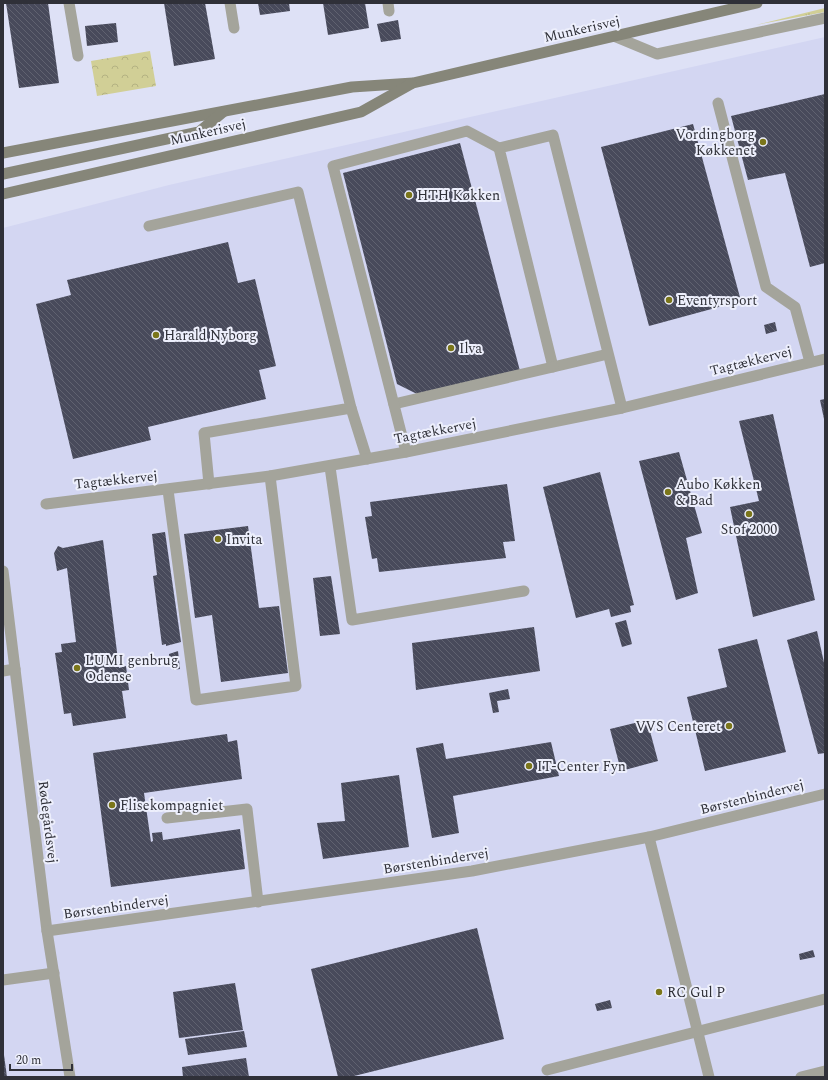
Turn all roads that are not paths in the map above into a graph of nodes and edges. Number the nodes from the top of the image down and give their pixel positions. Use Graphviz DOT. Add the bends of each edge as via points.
graph roads {
  1 [pos="69,3"];
  2 [pos="230,3"];
  3 [pos="757,3"];
  4 [pos="825,18"];
  5 [pos="234,28"];
  6 [pos="616,37"];
  7 [pos="78,56"];
  8 [pos="413,83"];
  9 [pos="718,103"];
  10 [pos="224,111"];
  11 [pos="499,148"];
  12 [pos="3,153"];
  13 [pos="3,174"];
  14 [pos="3,194"];
  15 [pos="149,226"];
  16 [pos="608,354"];
  17 [pos="825,359"];
  18 [pos="810,362"];
  19 [pos="553,367"];
  20 [pos="394,404"];
  21 [pos="351,408"];
  22 [pos="622,408"];
  23 [pos="406,452"];
  24 [pos="367,459"];
  25 [pos="330,466"];
  26 [pos="270,476"];
  27 [pos="209,484"];
  28 [pos="168,490"];
  29 [pos="46,504"];
  30 [pos="3,571"];
  31 [pos="524,591"];
  32 [pos="14,669"];
  33 [pos="3,671"];
  34 [pos="825,794"];
  35 [pos="167,818"];
  36 [pos="649,837"];
  37 [pos="258,902"];
  38 [pos="47,931"];
  39 [pos="54,973"];
  40 [pos="3,980"];
  41 [pos="825,999"];
  42 [pos="698,1031"];
  43 [pos="548,1070"];
  44 [pos="825,1071"];
  45 [pos="70,1077"];
  46 [pos="709,1077"];
  47 [pos="801,1077"];
  1 -- 7 [label="street"];
  2 -- 5 [label="street"];
  3 -- 6 [label="main road, Munkerisvej"];
  4 -- 6 [label="street" via="657,54"];
  6 -- 8 [label="main road, Munkerisvej"];
  8 -- 10 [label="main road, Munkerisvej" via="352,87"];
  8 -- 14 [label="main road, Munkerisvej" via="361,112"];
  9 -- 18 [label="street" via="766,287 795,308"];
  10 -- 12 [label="main road, Munkerisvej"];
  10 -- 13 [label="main road" via="199,132"];
  11 -- 16 [label="street" via="553,135"];
  11 -- 19 [label="street"];
  11 -- 20 [label="street" via="467,131 333,166"];
  15 -- 21 [label="street" via="298,192"];
  16 -- 19 [label="street"];
  16 -- 22 [label="street"];
  17 -- 18 [label="street, Tagtækkervej"];
  18 -- 22 [label="street, Tagtækkervej"];
  19 -- 20 [label="street"];
  20 -- 23 [label="street"];
  21 -- 24 [label="street"];
  21 -- 27 [label="street" via="204,433"];
  22 -- 23 [label="street, Tagtækkervej"];
  23 -- 24 [label="street, Tagtækkervej"];
  24 -- 25 [label="street, Tagtækkervej"];
  25 -- 26 [label="street, Tagtækkervej"];
  25 -- 31 [label="street" via="352,620"];
  26 -- 27 [label="street, Tagtækkervej"];
  26 -- 28 [label="street" via="296,686 196,700"];
  27 -- 28 [label="street, Tagtækkervej"];
  28 -- 29 [label="street, Tagtækkervej"];
  30 -- 32 [label="street, Rødegårdsvej"];
  32 -- 33 [label="street"];
  32 -- 38 [label="street, Rødegårdsvej"];
  34 -- 36 [label="street, Børstenbindervej"];
  35 -- 37 [label="street" via="247,809"];
  36 -- 37 [label="street, Børstenbindervej" via="472,871"];
  36 -- 42 [label="street"];
  37 -- 38 [label="street, Børstenbindervej"];
  38 -- 39 [label="street, Rødegårdsvej"];
  39 -- 40 [label="street"];
  39 -- 45 [label="street, Rødegårdsvej"];
  41 -- 42 [label="street"];
  42 -- 43 [label="street"];
  42 -- 46 [label="street"];
  44 -- 47 [label="street"];
}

## [Problem to solve]
Print the data above exactly, minus pictures.

## [Response area]
Turn all roads that are not paths in the map above into a graph of nodes and edges. Number the nodes from the top of the image down and give their pixel positions. Use Graphviz DOT. Add the bends of each edge as via points.
graph roads {
  1 [pos="69,3"];
  2 [pos="230,3"];
  3 [pos="757,3"];
  4 [pos="825,18"];
  5 [pos="234,28"];
  6 [pos="616,37"];
  7 [pos="78,56"];
  8 [pos="413,83"];
  9 [pos="718,103"];
  10 [pos="224,111"];
  11 [pos="499,148"];
  12 [pos="3,153"];
  13 [pos="3,174"];
  14 [pos="3,194"];
  15 [pos="149,226"];
  16 [pos="608,354"];
  17 [pos="825,359"];
  18 [pos="810,362"];
  19 [pos="553,367"];
  20 [pos="394,404"];
  21 [pos="351,408"];
  22 [pos="622,408"];
  23 [pos="406,452"];
  24 [pos="367,459"];
  25 [pos="330,466"];
  26 [pos="270,476"];
  27 [pos="209,484"];
  28 [pos="168,490"];
  29 [pos="46,504"];
  30 [pos="3,571"];
  31 [pos="524,591"];
  32 [pos="14,669"];
  33 [pos="3,671"];
  34 [pos="825,794"];
  35 [pos="167,818"];
  36 [pos="649,837"];
  37 [pos="258,902"];
  38 [pos="47,931"];
  39 [pos="54,973"];
  40 [pos="3,980"];
  41 [pos="825,999"];
  42 [pos="698,1031"];
  43 [pos="548,1070"];
  44 [pos="825,1071"];
  45 [pos="70,1077"];
  46 [pos="709,1077"];
  47 [pos="801,1077"];
  1 -- 7 [label="street"];
  2 -- 5 [label="street"];
  3 -- 6 [label="main road, Munkerisvej"];
  4 -- 6 [label="street" via="657,54"];
  6 -- 8 [label="main road, Munkerisvej"];
  8 -- 10 [label="main road, Munkerisvej" via="352,87"];
  8 -- 14 [label="main road, Munkerisvej" via="361,112"];
  9 -- 18 [label="street" via="766,287 795,308"];
  10 -- 12 [label="main road, Munkerisvej"];
  10 -- 13 [label="main road" via="199,132"];
  11 -- 16 [label="street" via="553,135"];
  11 -- 19 [label="street"];
  11 -- 20 [label="street" via="467,131 333,166"];
  15 -- 21 [label="street" via="298,192"];
  16 -- 19 [label="street"];
  16 -- 22 [label="street"];
  17 -- 18 [label="street, Tagtækkervej"];
  18 -- 22 [label="street, Tagtækkervej"];
  19 -- 20 [label="street"];
  20 -- 23 [label="street"];
  21 -- 24 [label="street"];
  21 -- 27 [label="street" via="204,433"];
  22 -- 23 [label="street, Tagtækkervej"];
  23 -- 24 [label="street, Tagtækkervej"];
  24 -- 25 [label="street, Tagtækkervej"];
  25 -- 26 [label="street, Tagtækkervej"];
  25 -- 31 [label="street" via="352,620"];
  26 -- 27 [label="street, Tagtækkervej"];
  26 -- 28 [label="street" via="296,686 196,700"];
  27 -- 28 [label="street, Tagtækkervej"];
  28 -- 29 [label="street, Tagtækkervej"];
  30 -- 32 [label="street, Rødegårdsvej"];
  32 -- 33 [label="street"];
  32 -- 38 [label="street, Rødegårdsvej"];
  34 -- 36 [label="street, Børstenbindervej"];
  35 -- 37 [label="street" via="247,809"];
  36 -- 37 [label="street, Børstenbindervej" via="472,871"];
  36 -- 42 [label="street"];
  37 -- 38 [label="street, Børstenbindervej"];
  38 -- 39 [label="street, Rødegårdsvej"];
  39 -- 40 [label="street"];
  39 -- 45 [label="street, Rødegårdsvej"];
  41 -- 42 [label="street"];
  42 -- 43 [label="street"];
  42 -- 46 [label="street"];
  44 -- 47 [label="street"];
}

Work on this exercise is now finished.